I’d spend the entire day in the ocean, riding small waves, always with a smile on my face. I’d scramble onto the beach to break for lunch for some sandwiches and sodas stashed in the cooler only to return to the ocean, eager to do it all again.
The connection to the ocean never ceased, though my proximity to it did. As we grew older, our family trips to the beach lessened. We went to lazy rivers in New Hampshire and the flowing sound of the water never felt uninviting. Swimming pools, ponds, and lakes were more frequent visits, yet the calmness of these bodies of water provided the relaxed mind state I searched for.
In college, I swam every weekday. Sometimes at 5 a.m. with the old ladies and early risers in our university’s Olympic-sized pool. Other times I’d swim twice a day. The workout was great, but the peace of mind I acquired entering and upon leaving the pool is why I returned so often.
When I graduated, swimming too lessened. My connection to the water nearly disappeared. Some life-changing events happened, my focus shifted to a career I had no experience in, and any sense of being present evaporated.
I started writing about everything. An attempt to find my niche, find my way without knowing a single professional writer. I had no guidance, mentorship, or training, except for a few high school and college creative writing classes to my name. I self-isolated and cut-off lifelong friendships. I drank too much, stopped exercising, and developed an unhealthy lack of purpose that began to spiral.
Then I stumbled across this non-profit that provided military veterans customized surfing equipment, unlike anything I’d ever seen before. Surfboards with handles, personalized graphic design artwork, tailblocks with .50 caliber brass inside, and other surprising flair. Starbucks had released a video feature on them, describing how three Navy SEALs combined their passions of surfing to meet the needs of their community. They called their non-profit One More Wave.
I browsed their website. I knew a little about the Navy SEAL founders from the Starbucks program, but there wasn’t anything available on the veterans they served. I sent an email. I received a response.
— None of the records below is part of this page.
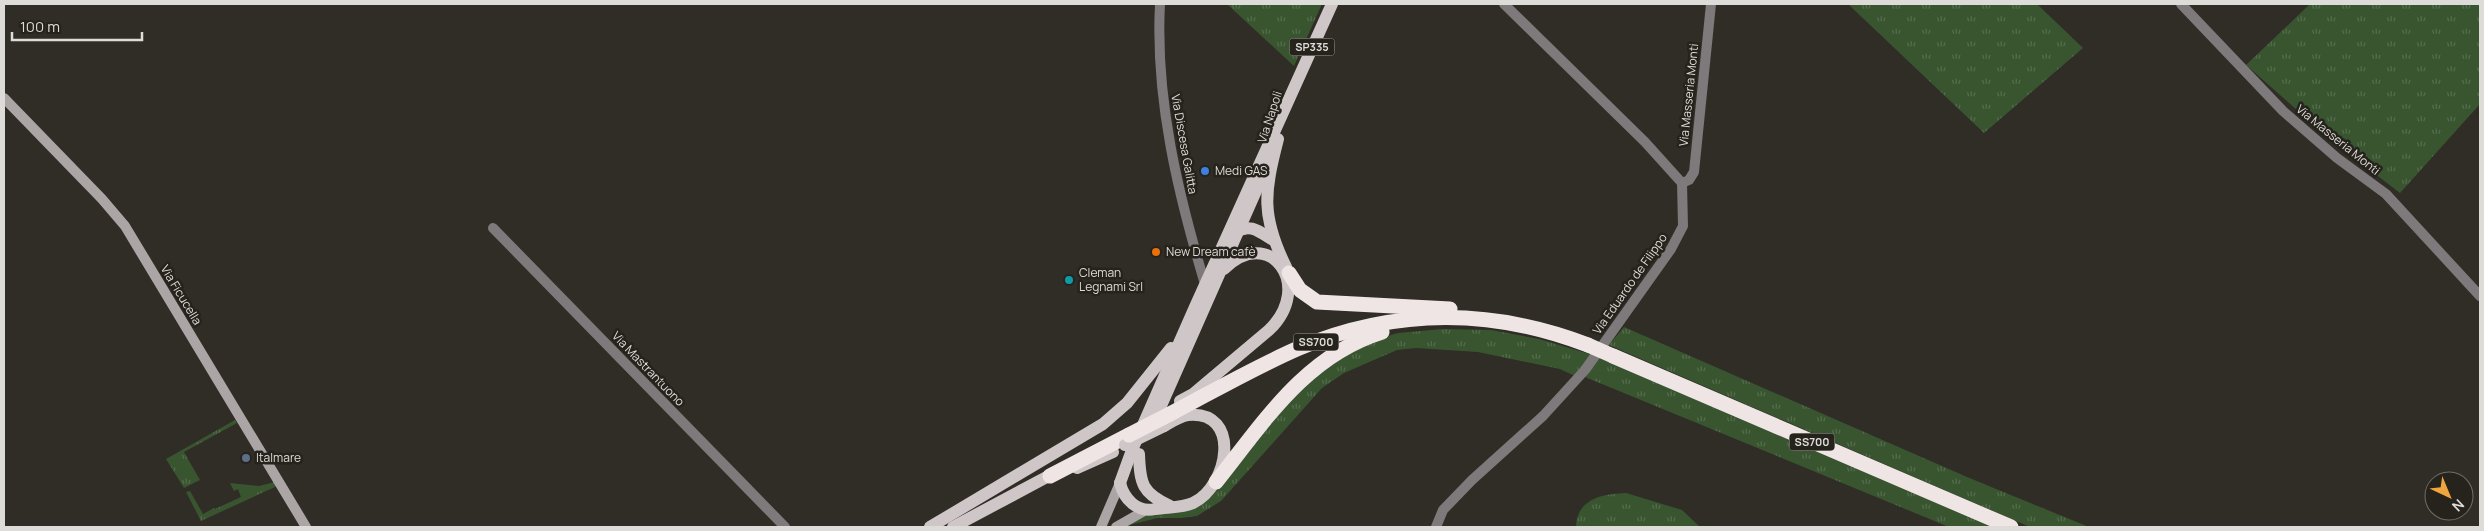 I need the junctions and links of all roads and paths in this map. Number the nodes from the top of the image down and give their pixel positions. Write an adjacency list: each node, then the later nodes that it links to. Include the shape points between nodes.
1 (1160, 4): 15 (street, Via Discesa Galitta, via 1161,80 1169,132 1183,210)
2 (1332, 4): 6 (main road, SP335)
3 (1504, 4): 9 (street, via 1645,142)
4 (1711, 4): 9 (street, Via Masseria Monti, via 1694,172 1689,180)
5 (2181, 4): 16 (street, Via Masseria Monti, via 2282,111 2386,194)
6 (1293, 90): 8 (main road, Via Napoli); 15 (main road, Via Napoli)
7 (4, 98): 29 (street, Via Ficucella, via 124,226)
8 (1278, 139): 11 (main road, Via Napoli); 12 (main road, via 1268,188 1267,212)
9 (1682, 183): 35 (street, Via Eduardo de Filippo, via 1683,226 1671,250 1597,354 1542,416 1443,510)
10 (493, 228): 30 (street, Via Mastrantuono)
11 (1240, 229): 12 (main road, via 1250,228); 13 (main road, Via Napoli); 17 (main road, via 1232,236 1213,281)
12 (1273, 240): 14 (main road)
13 (1221, 273): 21 (main road, via 1240,256 1264,254 1279,264 1286,276 1290,291 1287,304 1279,320 1269,330); 22 (main road, Via Napoli)
14 (1289, 273): 19 (highway, via 1300,290 1317,302 1484,312)
15 (1205, 284): 17 (main road, Via Napoli)
16 (2480, 296)
17 (1194, 308): 20 (main road, Via Napoli)
18 (1476, 318): 19 (highway, SS700); 21 (highway, SS700, via 1418,318 1343,333 1278,357); 24 (highway, via 1456,324 1394,329 1365,338 1333,354 1293,386)
19 (1500, 320): 36 (highway, SS700, bridge, via 1588,345)
20 (1185, 330): 25 (main road, Via Napoli); 31 (main road, via 1127,402 1103,424)
21 (1169, 415): 23 (highway, SS700, bridge); 24 (main road, via 1203,416 1213,422 1226,442 1226,456)
22 (1139, 454): 25 (main road, Via Napoli); 26 (main road)
23 (1050, 476): 32 (main road, SS700)
24 (1216, 482): 27 (main road, via 1194,502)
25 (1120, 483): 26 (main road, via 1136,484); 28 (main road, via 1125,497); 33 (street, Via Napoli)
26 (1144, 489): 27 (main road, via 1156,500)
27 (1170, 506): 28 (main road)
28 (1146, 510): 34 (street)
29 (306, 527)
30 (785, 527)
31 (930, 527)
32 (953, 527)
33 (1101, 527)
34 (1116, 527)
35 (1436, 527)
36 (2011, 527) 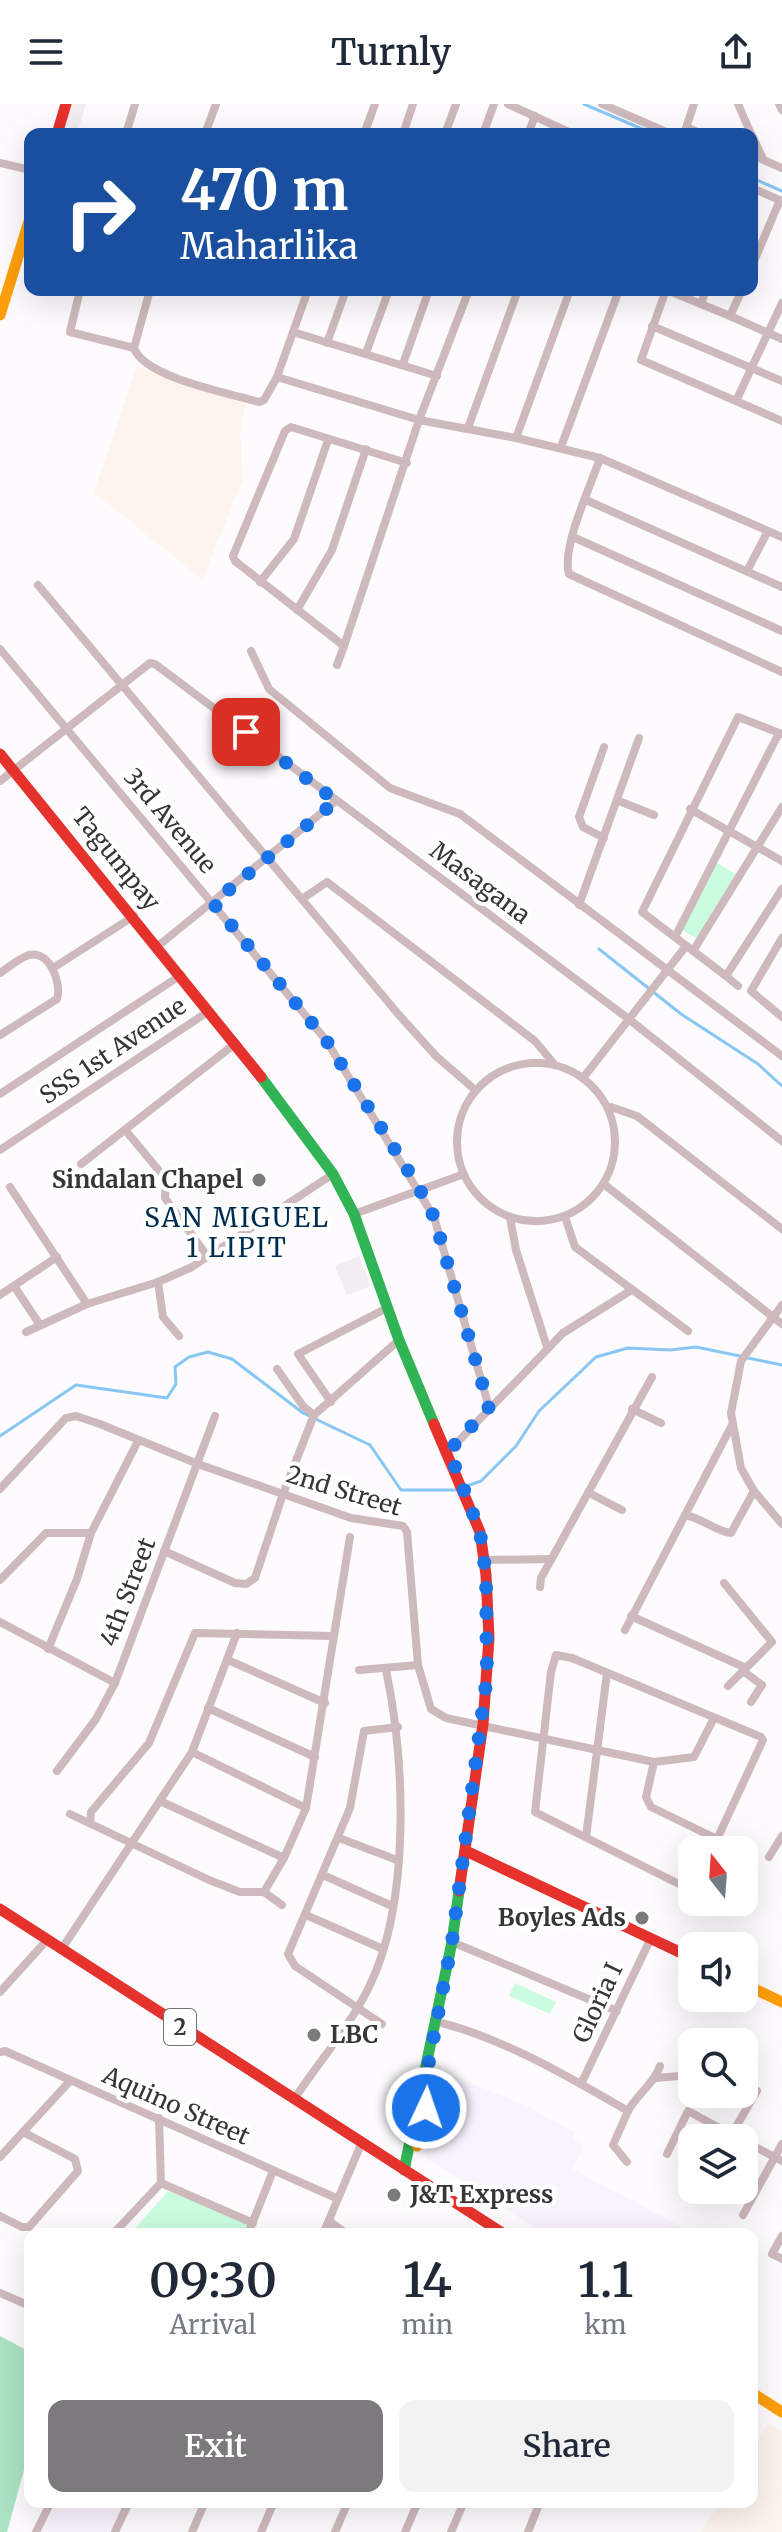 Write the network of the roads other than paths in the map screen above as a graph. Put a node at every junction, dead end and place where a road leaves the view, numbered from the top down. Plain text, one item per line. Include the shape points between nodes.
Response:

In early 2018 I was offered a chance to volunteer. An opportunity to interview military veterans who spilled their heartstrings out to me over the phone about why One More Wave has saved them. Teeming with the responsibility to tell their story honorably with respect and compassion, I finally felt a purpose again. A revival.
Our conversations were real and had an impact. We often explored discussions about the magic of reaching the flow state — a term associated with a completely focused mind where all other distractions vanish. I wanted to experience that focus again.
I felt a connection to this community even despite my lack of military service. All connected through the shared love of the water and the challenge of swimming, paddling out, and riding a wave. A community where the individualized aspect of style, either in equipment or just goofing out in the surf, is celebrated. A community where I can send a text or dial my iPhone and have a place to stay anywhere around the country, if not the world.
In fact, I’ll be in Hawaii for the 80th anniversary of Pearl Harbor. When I received the news of this assignment, I was ecstatic. A military history writer in the presence of World War II veterans who had lived through the most defining moments in American history? Count me in.
When the phone call ended, among the first things I did was hit up the One More Wave surf chapter in Oahu. The excitement that builds up inside just on the possibility of hanging out with some old friends and meeting new ones is a feeling I hope others too can cherish.
It dawns on me that I will have the opportunity to prone-surf a boogie board in the same waves as Morey once did five decades ago. Doing so beside veterans and civilians fulfilling their purpose, finding their happiness, and expressing gratitude in the beloved community founded by One More Wave.
Some spend their entire lives trying to find that unique sense of belonging.
I have found mine.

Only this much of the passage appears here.